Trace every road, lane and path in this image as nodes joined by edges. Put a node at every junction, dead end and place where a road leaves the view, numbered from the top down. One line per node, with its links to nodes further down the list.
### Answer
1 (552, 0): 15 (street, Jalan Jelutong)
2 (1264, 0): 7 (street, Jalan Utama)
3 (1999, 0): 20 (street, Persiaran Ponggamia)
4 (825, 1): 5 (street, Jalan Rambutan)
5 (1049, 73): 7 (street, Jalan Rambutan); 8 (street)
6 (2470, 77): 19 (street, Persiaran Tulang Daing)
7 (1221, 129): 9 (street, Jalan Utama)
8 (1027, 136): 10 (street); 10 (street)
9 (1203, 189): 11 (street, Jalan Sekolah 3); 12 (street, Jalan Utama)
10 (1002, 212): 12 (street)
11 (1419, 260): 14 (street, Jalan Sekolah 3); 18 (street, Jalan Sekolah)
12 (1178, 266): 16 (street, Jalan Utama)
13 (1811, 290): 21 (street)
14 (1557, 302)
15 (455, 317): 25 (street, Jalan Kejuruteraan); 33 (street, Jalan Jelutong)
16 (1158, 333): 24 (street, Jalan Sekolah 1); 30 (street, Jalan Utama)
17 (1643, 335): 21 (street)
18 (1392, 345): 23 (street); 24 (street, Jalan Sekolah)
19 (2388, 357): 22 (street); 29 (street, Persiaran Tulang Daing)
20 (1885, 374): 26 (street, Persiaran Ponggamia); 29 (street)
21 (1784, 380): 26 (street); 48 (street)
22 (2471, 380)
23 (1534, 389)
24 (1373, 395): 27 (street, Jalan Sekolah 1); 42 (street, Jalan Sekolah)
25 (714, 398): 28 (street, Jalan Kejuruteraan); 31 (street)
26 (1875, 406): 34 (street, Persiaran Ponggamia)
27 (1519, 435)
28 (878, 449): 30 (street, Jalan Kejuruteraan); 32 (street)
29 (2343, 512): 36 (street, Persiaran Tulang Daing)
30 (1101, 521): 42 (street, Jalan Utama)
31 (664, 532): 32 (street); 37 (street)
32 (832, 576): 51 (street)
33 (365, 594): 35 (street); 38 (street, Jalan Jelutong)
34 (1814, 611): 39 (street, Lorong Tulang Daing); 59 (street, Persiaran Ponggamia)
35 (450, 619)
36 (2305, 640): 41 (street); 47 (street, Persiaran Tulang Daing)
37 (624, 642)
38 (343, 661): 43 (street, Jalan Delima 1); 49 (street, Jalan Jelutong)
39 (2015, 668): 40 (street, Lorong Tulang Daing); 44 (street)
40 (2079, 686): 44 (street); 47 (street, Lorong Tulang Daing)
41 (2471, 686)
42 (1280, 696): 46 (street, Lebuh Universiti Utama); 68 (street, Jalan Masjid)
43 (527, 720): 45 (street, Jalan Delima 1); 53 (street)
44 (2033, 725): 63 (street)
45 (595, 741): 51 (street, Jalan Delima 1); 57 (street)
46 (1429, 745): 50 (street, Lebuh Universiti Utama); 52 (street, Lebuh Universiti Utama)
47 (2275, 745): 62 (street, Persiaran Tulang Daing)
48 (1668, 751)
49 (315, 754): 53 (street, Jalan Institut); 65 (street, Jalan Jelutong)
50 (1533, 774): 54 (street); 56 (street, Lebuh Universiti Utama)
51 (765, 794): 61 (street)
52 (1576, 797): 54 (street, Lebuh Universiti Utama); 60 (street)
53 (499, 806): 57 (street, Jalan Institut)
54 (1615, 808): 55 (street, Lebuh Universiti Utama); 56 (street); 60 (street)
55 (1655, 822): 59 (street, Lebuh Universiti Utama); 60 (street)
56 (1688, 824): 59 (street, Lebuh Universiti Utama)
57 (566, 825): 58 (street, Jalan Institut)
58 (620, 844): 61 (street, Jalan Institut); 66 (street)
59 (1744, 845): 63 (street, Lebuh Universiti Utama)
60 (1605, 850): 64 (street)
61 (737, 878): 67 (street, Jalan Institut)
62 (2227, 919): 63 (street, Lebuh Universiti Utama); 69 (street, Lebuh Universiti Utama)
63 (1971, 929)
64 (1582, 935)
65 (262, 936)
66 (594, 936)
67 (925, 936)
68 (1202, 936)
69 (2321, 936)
⁂
◆ **The problem**
All lines of the records above that carry the word "Sekolah" should be listed.

◆ **Response**
9 (1203, 189): 11 (street, Jalan Sekolah 3); 12 (street, Jalan Utama)
11 (1419, 260): 14 (street, Jalan Sekolah 3); 18 (street, Jalan Sekolah)
16 (1158, 333): 24 (street, Jalan Sekolah 1); 30 (street, Jalan Utama)
18 (1392, 345): 23 (street); 24 (street, Jalan Sekolah)
24 (1373, 395): 27 (street, Jalan Sekolah 1); 42 (street, Jalan Sekolah)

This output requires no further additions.